Ferguson's response to suggestions that Arsenal are currently fallible and lack enforcers of the Patrick Viera or Tony Adams ilk was prickly and he countered that his club have moved in the same direction since the days of Bryan Robson and Roy Keane. "We've got more of a football-playing team than we had 10 years ago. It changes," he said.

But while the direct second-half challenges posed by Everton and Hull in the past two weeks have troubled United, it cannot be said that they look as brittle in central midfield as Arsenal and Ferguson certainly does not go as far as to support the trenchant criticism of Stoke's physical approach which Wenger levelled this week. "I saw highlights of the [Stoke v Arsenal] game," he said. "But when you play Stoke City, you know that you are going to be up against a different way of playing. It's not a dirty way of playing. It's a very committed, honest way of playing. Tony [Pulis, the Stoke manager] knows the strengths of his team and he has never changed from that. You get a corner-kick against you and you know that you need to get the tin helmets on because players are going to have to head it. You just have to accept and get on with it."
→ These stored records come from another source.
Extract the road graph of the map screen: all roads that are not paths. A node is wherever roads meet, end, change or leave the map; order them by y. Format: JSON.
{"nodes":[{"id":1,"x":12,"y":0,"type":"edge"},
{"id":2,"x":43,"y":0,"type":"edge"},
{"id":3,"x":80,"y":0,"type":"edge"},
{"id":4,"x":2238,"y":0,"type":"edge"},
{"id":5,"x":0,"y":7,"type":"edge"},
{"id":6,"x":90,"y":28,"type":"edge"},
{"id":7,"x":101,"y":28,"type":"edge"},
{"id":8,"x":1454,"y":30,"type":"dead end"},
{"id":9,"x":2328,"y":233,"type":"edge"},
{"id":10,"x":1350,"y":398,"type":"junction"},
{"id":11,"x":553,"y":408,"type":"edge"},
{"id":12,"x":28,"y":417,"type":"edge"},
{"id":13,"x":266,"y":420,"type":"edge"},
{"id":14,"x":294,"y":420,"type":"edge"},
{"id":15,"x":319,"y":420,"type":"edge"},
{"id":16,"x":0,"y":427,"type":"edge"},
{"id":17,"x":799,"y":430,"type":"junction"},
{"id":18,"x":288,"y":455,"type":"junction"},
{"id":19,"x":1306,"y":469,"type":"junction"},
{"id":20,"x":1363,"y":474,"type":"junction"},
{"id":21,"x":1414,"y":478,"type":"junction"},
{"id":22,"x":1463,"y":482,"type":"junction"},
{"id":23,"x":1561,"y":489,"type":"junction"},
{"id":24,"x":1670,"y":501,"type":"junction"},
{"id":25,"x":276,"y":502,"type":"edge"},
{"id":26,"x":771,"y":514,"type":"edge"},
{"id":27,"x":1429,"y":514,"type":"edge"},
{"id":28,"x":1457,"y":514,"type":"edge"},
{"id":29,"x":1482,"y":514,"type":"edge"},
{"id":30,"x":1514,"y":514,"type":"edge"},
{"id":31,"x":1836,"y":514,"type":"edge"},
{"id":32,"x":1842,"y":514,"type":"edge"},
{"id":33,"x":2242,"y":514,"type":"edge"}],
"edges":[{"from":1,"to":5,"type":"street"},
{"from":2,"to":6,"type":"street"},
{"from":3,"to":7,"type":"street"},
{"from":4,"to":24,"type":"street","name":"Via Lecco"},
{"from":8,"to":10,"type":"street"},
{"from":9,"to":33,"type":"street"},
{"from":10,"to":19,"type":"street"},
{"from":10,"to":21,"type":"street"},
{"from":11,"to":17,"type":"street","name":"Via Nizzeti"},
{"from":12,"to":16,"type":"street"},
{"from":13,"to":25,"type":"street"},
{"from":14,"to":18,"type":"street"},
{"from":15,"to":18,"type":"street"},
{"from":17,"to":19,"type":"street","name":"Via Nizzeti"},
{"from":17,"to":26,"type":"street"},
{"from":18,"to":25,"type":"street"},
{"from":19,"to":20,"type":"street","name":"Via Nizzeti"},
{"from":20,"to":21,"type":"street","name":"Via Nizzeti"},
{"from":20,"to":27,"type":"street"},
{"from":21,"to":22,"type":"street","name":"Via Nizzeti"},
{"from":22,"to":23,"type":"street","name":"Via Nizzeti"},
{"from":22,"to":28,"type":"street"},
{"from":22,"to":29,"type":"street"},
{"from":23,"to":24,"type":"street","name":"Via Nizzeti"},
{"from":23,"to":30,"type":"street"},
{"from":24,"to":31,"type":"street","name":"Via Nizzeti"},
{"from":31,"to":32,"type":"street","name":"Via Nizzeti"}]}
The player Ferguson scoured Europe for to provide United with their own defensive midfield muscle now finds himself searching the world for a solution to his tendinitis. Owen Hargreaves, whose sole league start this season was at Chelsea, is currently in Colorado for a meeting with the knee specialist Dr Richard Steadman after consultations in Sweden and London over the past 10 days appear to have drawn a blank. "We are trying to get to the root of it," said Ferguson, for whom Wes Brown [ankle] and Darren Fletcher [knee] will also be missing today. Ferguson believes Paul Scholes could be back for the World Club Championships in Japan next month.

Ferguson's only comments on the improper conduct charge laid by the Football Association for his remonstrations with referee Mike Dean after last Saturday's game with Hull was that, "it's the FA and they have probably been dying to send me a wee letter." He has much more to think about, with the potential for an eight-point gap behind leaders Chelsea if Arsenal prevail today. Would a United win put Arsenal out of the title race? "Crikey me, it's only November," he said. "We have points to make up on Liverpool and Chelsea, so there's nobody here thinking about what's important for Arsenal." The new entente cordiale has its limits.

Starstruck players head queue to shake the Hand of God

Rio Ferdinand is supposed to be the one who spends Friday lunchtimes having football shirts thrust at him by adoring fans on the driveway up to Carrington. But he was treasuring one of his own yesterday as Diego Maradona, Argentina's new manager, visited Liverpool and Manchester United to see his new charges and found players queuing up to witness his presence.

Maradona handed Ferdinand a signed shirt as a 30th birthday present, when calling in with general manager Carlos Bilardo to see Carlos Tevez in the Carrington canteen. "We were like schoolkids around a star coming to school," said Ferdinand. "In my eyes he is the best footballer ever. He is one of my heroes, if not the shining beacon when I was a kid. I had all his videos. He was the player everyone wanted to be. I can't hold him in higher esteem than that. To be able to shake his hand, get a cuddle off him and a picture, it made my birthday."

There were cheesy photographs around the training complex and similar, extraordinary scenes at Liverpool's Melwood training ground where Steven Gerrard, Jamie Carragher, Robbie Keane and Xabi Alonso – whose father played alongside Maradona at Barcelona – headed the queue of players waiting to see him.

"I was having a discussion with Maradona in my office, but it was very difficult," Liverpool manager Rafael Benitez said. "There was a constant stream of our biggest players wanting to meet him." Matters were complicated by the entire Carragher clan pitching up.

Maradona spent two hours with Javier Mascherano, earmarked as his captain.